→ WORK REQUEST
Every record below should be repeated exactly, with the pictures left out.

···

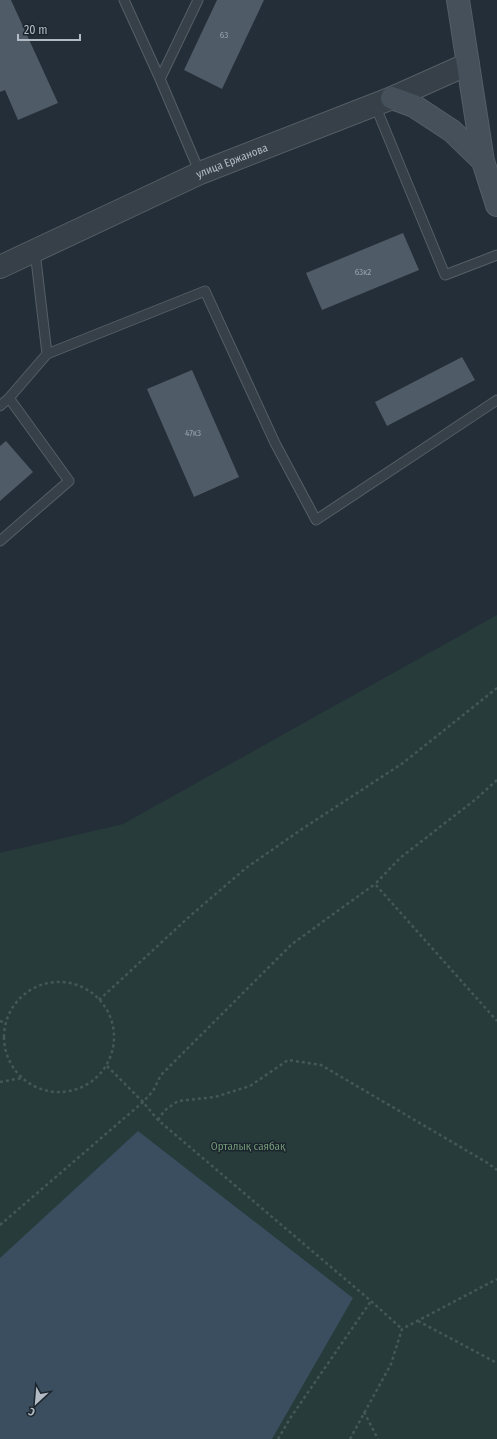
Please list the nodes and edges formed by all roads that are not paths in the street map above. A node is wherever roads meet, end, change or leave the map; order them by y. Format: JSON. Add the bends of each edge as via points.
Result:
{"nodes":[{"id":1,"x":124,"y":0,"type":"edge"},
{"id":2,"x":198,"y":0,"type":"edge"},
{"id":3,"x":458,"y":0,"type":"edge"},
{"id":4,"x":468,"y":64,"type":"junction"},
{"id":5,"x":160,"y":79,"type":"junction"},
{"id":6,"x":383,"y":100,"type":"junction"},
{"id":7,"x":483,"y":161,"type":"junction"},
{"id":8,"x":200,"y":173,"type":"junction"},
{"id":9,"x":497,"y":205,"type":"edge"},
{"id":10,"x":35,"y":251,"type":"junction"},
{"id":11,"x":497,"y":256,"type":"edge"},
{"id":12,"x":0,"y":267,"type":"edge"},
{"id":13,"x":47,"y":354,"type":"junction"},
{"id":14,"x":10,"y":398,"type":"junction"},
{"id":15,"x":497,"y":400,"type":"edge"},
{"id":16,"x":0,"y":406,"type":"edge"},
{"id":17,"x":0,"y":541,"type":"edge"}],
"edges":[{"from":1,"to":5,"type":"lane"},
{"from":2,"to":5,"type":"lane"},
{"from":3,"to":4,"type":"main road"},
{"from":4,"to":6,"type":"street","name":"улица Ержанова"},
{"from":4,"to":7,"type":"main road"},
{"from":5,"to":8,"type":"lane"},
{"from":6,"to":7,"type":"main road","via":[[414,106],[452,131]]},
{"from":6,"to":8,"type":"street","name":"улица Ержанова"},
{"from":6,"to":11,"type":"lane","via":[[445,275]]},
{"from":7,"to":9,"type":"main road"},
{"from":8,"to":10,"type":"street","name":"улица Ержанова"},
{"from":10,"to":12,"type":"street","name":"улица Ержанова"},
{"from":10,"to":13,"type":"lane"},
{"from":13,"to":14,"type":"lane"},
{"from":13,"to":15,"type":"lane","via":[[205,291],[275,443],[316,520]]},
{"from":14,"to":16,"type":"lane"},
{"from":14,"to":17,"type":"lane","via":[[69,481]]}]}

···

→ RESPONSE AREA
Please list the nodes and edges formed by all roads that are not paths in the street map above. A node is wherever roads meet, end, change or leave the map; order them by y. Format: JSON. Add the bends of each edge as via points.
Result:
{"nodes":[{"id":1,"x":124,"y":0,"type":"edge"},
{"id":2,"x":198,"y":0,"type":"edge"},
{"id":3,"x":458,"y":0,"type":"edge"},
{"id":4,"x":468,"y":64,"type":"junction"},
{"id":5,"x":160,"y":79,"type":"junction"},
{"id":6,"x":383,"y":100,"type":"junction"},
{"id":7,"x":483,"y":161,"type":"junction"},
{"id":8,"x":200,"y":173,"type":"junction"},
{"id":9,"x":497,"y":205,"type":"edge"},
{"id":10,"x":35,"y":251,"type":"junction"},
{"id":11,"x":497,"y":256,"type":"edge"},
{"id":12,"x":0,"y":267,"type":"edge"},
{"id":13,"x":47,"y":354,"type":"junction"},
{"id":14,"x":10,"y":398,"type":"junction"},
{"id":15,"x":497,"y":400,"type":"edge"},
{"id":16,"x":0,"y":406,"type":"edge"},
{"id":17,"x":0,"y":541,"type":"edge"}],
"edges":[{"from":1,"to":5,"type":"lane"},
{"from":2,"to":5,"type":"lane"},
{"from":3,"to":4,"type":"main road"},
{"from":4,"to":6,"type":"street","name":"улица Ержанова"},
{"from":4,"to":7,"type":"main road"},
{"from":5,"to":8,"type":"lane"},
{"from":6,"to":7,"type":"main road","via":[[414,106],[452,131]]},
{"from":6,"to":8,"type":"street","name":"улица Ержанова"},
{"from":6,"to":11,"type":"lane","via":[[445,275]]},
{"from":7,"to":9,"type":"main road"},
{"from":8,"to":10,"type":"street","name":"улица Ержанова"},
{"from":10,"to":12,"type":"street","name":"улица Ержанова"},
{"from":10,"to":13,"type":"lane"},
{"from":13,"to":14,"type":"lane"},
{"from":13,"to":15,"type":"lane","via":[[205,291],[275,443],[316,520]]},
{"from":14,"to":16,"type":"lane"},
{"from":14,"to":17,"type":"lane","via":[[69,481]]}]}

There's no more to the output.